Godzilla is left with bloodied hands as a traumatised and injured Anguilas limps away leaving a mess of blood on the ground.
It’s such an unexpected moment, especially given the bond which has been established between these two since their initial fight in 1956. But a glint of something shiny under Godzilla’s skin hints that all is not as it seems. This sets such a dark tone, you expect a grittier film with battles to make you wince, and although the actual Kaiju action is much better here and less cartoon-like than in the previous film, the hope of a more serious approach to a Godzilla film is undermined by the wafer-thin, recycled plot.
This is Jun Fukuda’s last time in the director’s chair for a Godzilla film. It’s fair to say that his time hasn’t been the smoothest. His tenure has seen Japanese cinema in decline, slashed budgets and some incredibly lazy storytelling where characterisations have been abandoned in favour of an ‘anything goes’ policy. The fact that he followed on from celebrated Japanese Director Ishiro Honda who also directed and co-wrote the original Gojira film meant that he had considerable shoes to fill. Special effects creator Eiji Tsuburaya had stood back from Godzilla (and then died in 1970) and composer Akira Ifukube was less utilised than before meaning that much of the original talent was not present during Fukuda’s time at the helm. It may be worth nothing that both the higher budget Godzilla films of this time (this and Destroy All Monsters) immediately followed what are regarded as terrible films directed by Jun Fukuda (those films being Son of Godzilla and Godzilla Vs. Megalon). So was Fukuda an incompetent director? I don’t think so, there are moments in this film and especially in Godzilla Vs. Hedorah where ‘serious’ cinema shines through, but the Godzilla franchise was becoming a franchise aimed directly at child audiences so you have to expect a drop in maturity. What isn’t excusable are the poor storylines and narrative which seem to have little effort injected and exist simply to serve as the inter-connecting scenes between monster fights. I don’t know how much of an influence Fukuda had on these, but as he does have co-writing credits for some films he must have to shoulder some responsibility. By the time of Godzilla Vs. Mechagodzilla there seems to be a more mature approach to filming, yes – the plot is poor, but the technical aspect seems to have developed as we see more inventive angles and techniques with shots framed for aesthetic and thematic effect to supplement the tone rather than just capture action. There have always been great moments but this film feels like more of an cinematic accomplishment which looks as though it would benefit from the big-screen treatment whereas the likes of Son of Godzilla seemed like a straight-to-video kid’s special. Perhaps he was just starting to flourish, or perhaps his accomplishments were overshadowed by some genuinely poor screenplays. Either way, this is Jun Fukuda’s best Godzilla film.

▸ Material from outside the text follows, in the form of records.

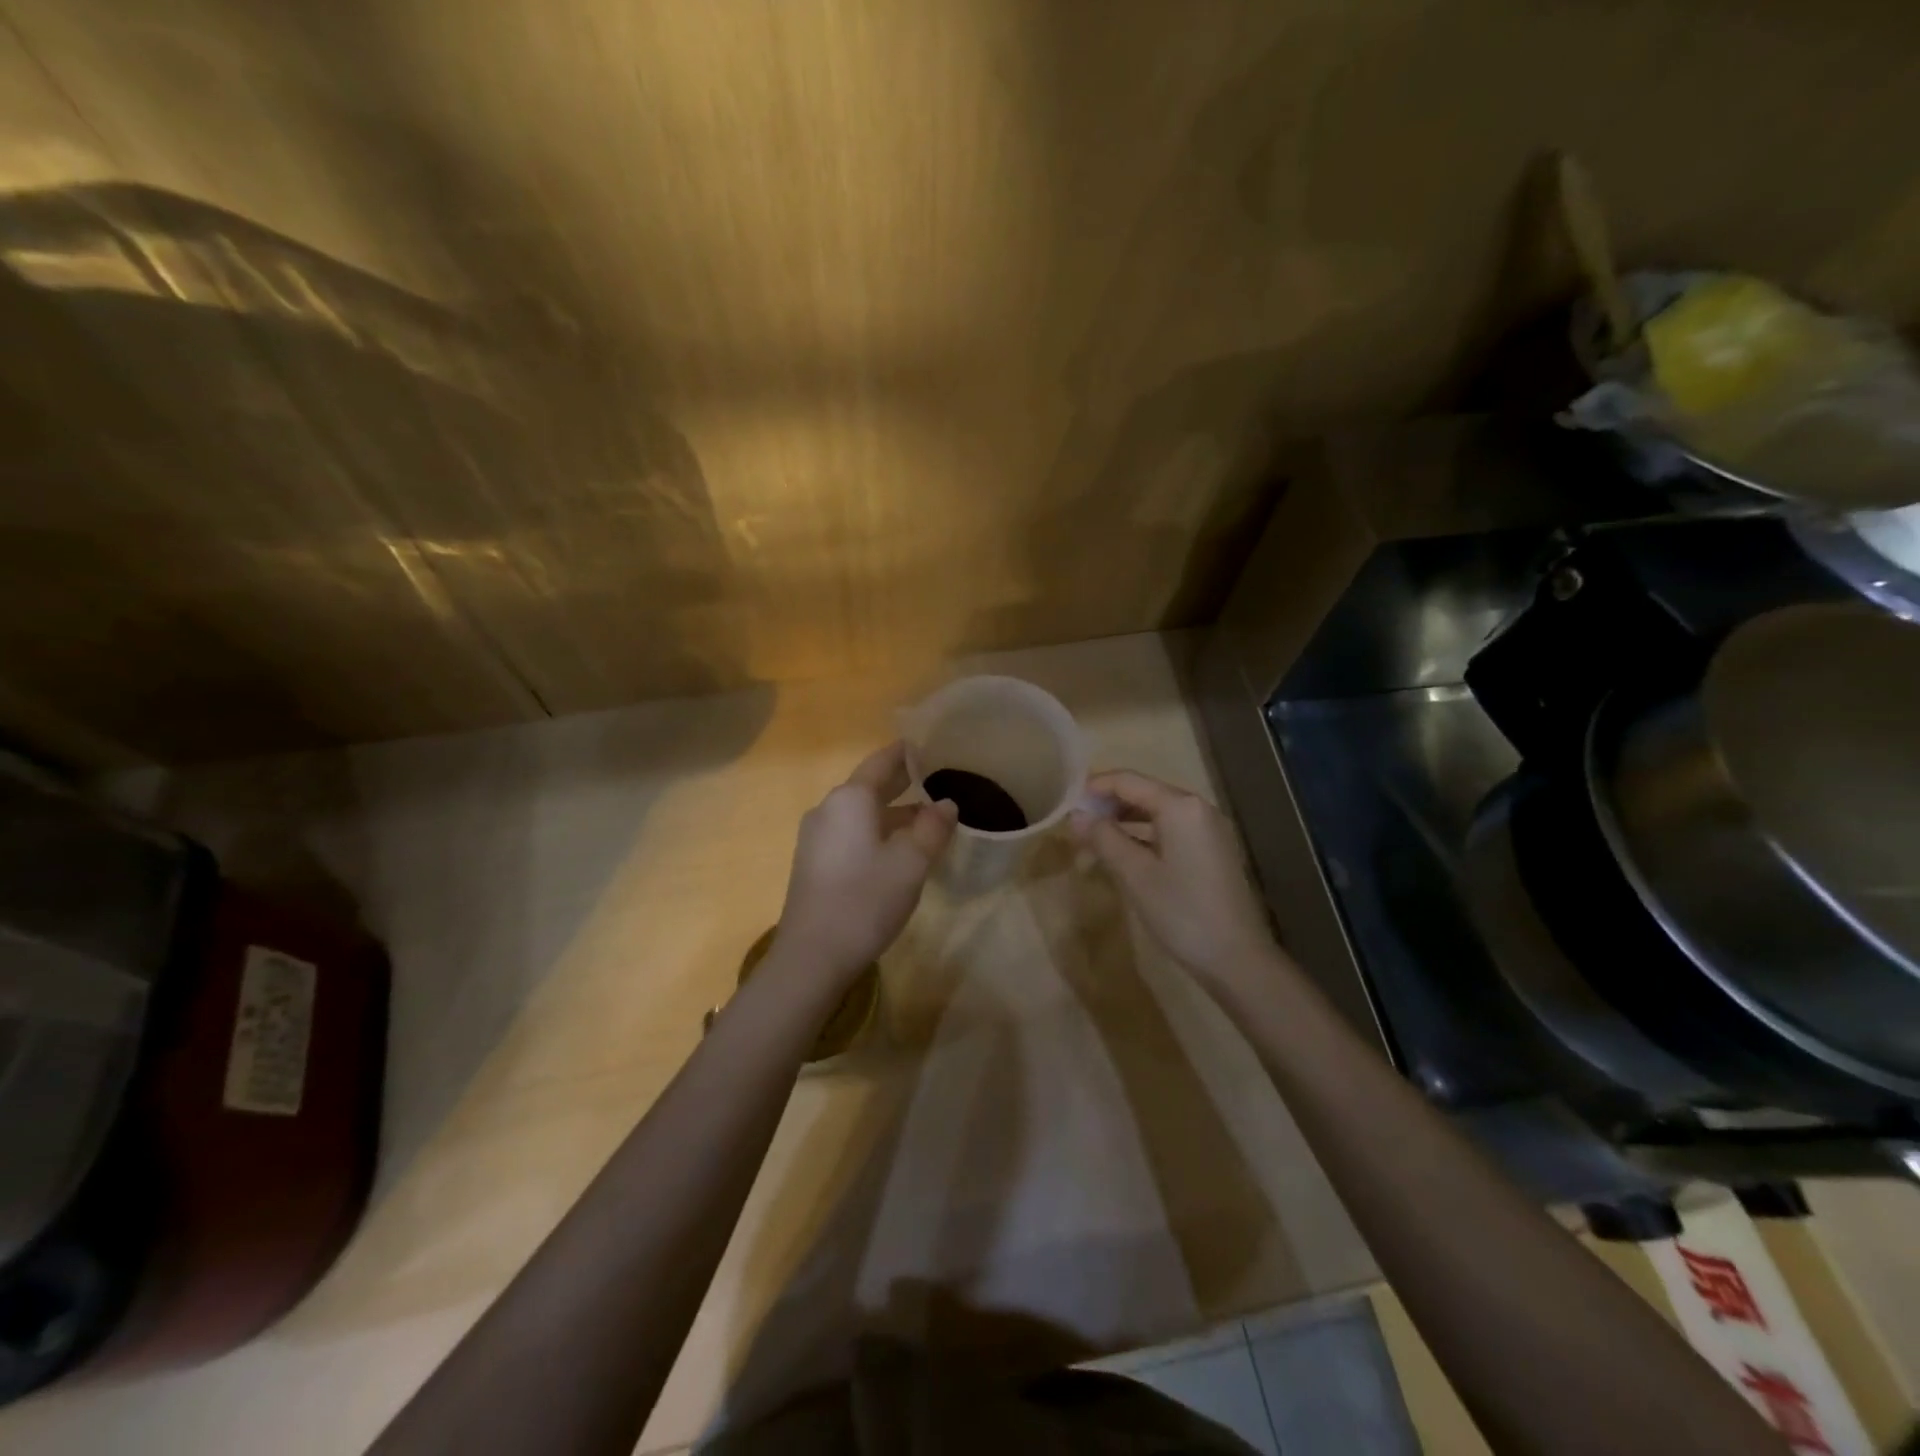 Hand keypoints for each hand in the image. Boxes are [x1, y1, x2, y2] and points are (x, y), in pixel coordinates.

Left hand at [773, 741, 957, 981]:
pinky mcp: (813, 863)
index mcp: (850, 799)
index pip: (881, 762)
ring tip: (926, 818)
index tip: (927, 745)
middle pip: (869, 786)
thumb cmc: (865, 900)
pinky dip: (876, 831)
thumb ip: (932, 828)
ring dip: (892, 812)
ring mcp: (816, 837)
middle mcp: (828, 809)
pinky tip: (897, 849)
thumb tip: (946, 804)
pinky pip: (850, 833)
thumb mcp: (911, 863)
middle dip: (901, 782)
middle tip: (935, 778)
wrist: (812, 956)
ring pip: (860, 813)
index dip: (905, 753)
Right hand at [1070, 769, 1279, 989]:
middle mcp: (1197, 808)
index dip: (1094, 786)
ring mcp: (1208, 830)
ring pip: (1156, 813)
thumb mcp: (1135, 874)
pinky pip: (1169, 831)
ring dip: (1123, 822)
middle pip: (1143, 793)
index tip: (1065, 801)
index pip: (1128, 780)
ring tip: (1091, 840)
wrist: (1237, 959)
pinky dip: (1143, 836)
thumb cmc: (1182, 912)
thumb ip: (1103, 838)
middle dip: (1108, 805)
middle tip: (1075, 824)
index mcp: (1180, 806)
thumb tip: (1075, 815)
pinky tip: (1122, 854)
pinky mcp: (1211, 851) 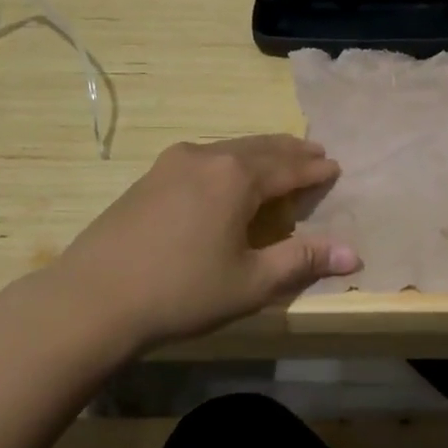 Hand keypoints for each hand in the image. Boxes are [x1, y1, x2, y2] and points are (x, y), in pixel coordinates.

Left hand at [45, 135, 360, 354]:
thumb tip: (355, 255)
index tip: (336, 167)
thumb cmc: (181, 292)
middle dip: (292, 152)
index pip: (289, 167)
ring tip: (280, 158)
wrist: (91, 299)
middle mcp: (208, 156)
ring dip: (261, 153)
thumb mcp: (250, 283)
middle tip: (316, 153)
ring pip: (232, 148)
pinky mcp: (151, 176)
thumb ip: (303, 261)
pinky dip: (231, 161)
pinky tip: (229, 175)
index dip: (315, 170)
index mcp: (237, 176)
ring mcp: (174, 162)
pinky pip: (206, 157)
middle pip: (262, 148) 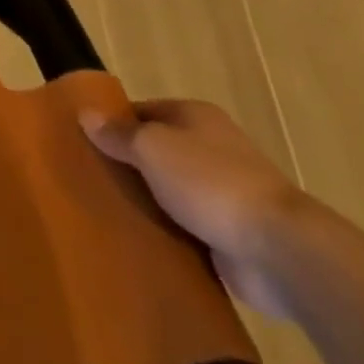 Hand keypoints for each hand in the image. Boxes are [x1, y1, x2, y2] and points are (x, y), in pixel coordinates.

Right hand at [80, 98, 309, 318]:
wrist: (280, 251)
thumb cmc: (210, 181)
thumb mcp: (151, 147)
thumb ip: (117, 134)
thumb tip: (85, 115)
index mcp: (196, 118)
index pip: (142, 112)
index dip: (112, 124)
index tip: (83, 143)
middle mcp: (211, 149)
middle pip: (155, 152)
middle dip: (127, 166)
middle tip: (88, 179)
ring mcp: (223, 194)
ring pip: (169, 192)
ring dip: (146, 203)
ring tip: (105, 212)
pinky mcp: (229, 235)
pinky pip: (186, 229)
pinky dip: (166, 235)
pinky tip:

In Godzillas Vs Megalon, Godzilla’s makeover had him looking (in my opinion) like a playful kitten. The same basic shape remains here but the face has been re-sculpted, particularly around the brow, to make it less cute. It’s not exactly imposing but definitely more intimidating than in the previous film.
I’ve already stated (admitted!) that I like the ‘cute’ face of the last suit, but that’s more for reasons of nostalgia. If I stand back and view this as a mid-thirties adult then I have to say that this is definitely an improvement. Maybe it’s a tad more fierce because it’s less expressive, especially the eyes because the detail has been removed (Godzilla had coloured irises), but looking less cartoony really benefits the film as you can take Godzilla more seriously than before.
The body is the same but the stubby spines on his back have a metallic sheen now, I don’t actually like that – they look fine on Mechagodzilla but they look too inorganic on Godzilla.
Curiously, Godzilla demonstrates a new ability after crawling onshore suffering from the after effects of Mechagodzilla's wrath. The sky is streaked with lightning and Godzilla is struck, he absorbs the electrical energy and is powered by it, just like King Kong in King Kong Vs. Godzilla. This new ability seems a bit contrived for the film, we've seen Godzilla tangle with powerlines in the past and was never powered up by it. In fact, strong electrical current has been used as a weapon/deterrent in previous films so it seems odd that electricity now provides a benefit.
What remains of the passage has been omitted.